EXERCISE
Among the entries below, find each line with "Number" and show it.

Collected data
────────────────────

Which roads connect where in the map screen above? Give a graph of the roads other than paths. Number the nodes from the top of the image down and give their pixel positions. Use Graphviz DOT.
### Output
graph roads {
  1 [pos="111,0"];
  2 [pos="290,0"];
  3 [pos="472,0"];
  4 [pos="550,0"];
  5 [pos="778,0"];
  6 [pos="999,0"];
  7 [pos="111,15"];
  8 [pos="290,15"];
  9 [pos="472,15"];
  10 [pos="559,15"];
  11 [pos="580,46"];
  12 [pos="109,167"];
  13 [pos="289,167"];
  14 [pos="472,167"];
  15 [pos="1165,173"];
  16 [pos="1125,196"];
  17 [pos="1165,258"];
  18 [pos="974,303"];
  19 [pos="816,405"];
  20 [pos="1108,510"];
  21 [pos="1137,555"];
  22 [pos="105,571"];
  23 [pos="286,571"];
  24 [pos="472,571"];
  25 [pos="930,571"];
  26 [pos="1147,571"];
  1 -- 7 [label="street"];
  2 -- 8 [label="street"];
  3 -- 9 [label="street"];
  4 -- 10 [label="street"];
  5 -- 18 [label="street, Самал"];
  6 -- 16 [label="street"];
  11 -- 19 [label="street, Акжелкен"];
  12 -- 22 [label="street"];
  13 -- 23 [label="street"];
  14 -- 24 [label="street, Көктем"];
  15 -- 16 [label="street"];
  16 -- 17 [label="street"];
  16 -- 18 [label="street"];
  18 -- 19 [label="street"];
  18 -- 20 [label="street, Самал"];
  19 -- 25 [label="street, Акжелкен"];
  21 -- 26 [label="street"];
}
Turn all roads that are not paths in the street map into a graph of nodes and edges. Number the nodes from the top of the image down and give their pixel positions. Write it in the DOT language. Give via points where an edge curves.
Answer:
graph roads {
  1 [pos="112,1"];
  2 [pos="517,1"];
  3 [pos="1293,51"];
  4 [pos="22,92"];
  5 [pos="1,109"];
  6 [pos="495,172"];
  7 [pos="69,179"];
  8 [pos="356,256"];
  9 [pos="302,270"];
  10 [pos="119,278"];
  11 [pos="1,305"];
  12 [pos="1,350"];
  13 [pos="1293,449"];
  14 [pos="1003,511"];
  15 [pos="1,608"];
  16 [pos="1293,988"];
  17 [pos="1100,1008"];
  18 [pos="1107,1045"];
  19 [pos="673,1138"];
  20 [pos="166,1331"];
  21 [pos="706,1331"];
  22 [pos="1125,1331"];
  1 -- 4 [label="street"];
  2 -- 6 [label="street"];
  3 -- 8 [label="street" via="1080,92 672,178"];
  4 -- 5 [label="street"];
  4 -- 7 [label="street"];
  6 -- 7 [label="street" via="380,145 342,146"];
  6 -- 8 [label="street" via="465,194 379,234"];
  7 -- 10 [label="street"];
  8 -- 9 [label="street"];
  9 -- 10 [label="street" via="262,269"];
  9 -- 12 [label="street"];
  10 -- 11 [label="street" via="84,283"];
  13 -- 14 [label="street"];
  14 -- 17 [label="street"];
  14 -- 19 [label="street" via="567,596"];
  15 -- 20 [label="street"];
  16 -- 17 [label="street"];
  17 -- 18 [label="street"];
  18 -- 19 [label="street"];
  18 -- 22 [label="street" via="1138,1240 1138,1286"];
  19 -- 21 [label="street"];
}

────────────────────

ANSWER SPACE
Which roads connect where in the map screen above? Give a graph of the roads other than paths. Number the nodes from the top of the image down and give their pixel positions. Use Graphviz DOT.
Turn all roads that are not paths in the street map into a graph of nodes and edges. Number the nodes from the top of the image down and give their pixel positions. Write it in the DOT language. Give via points where an edge curves.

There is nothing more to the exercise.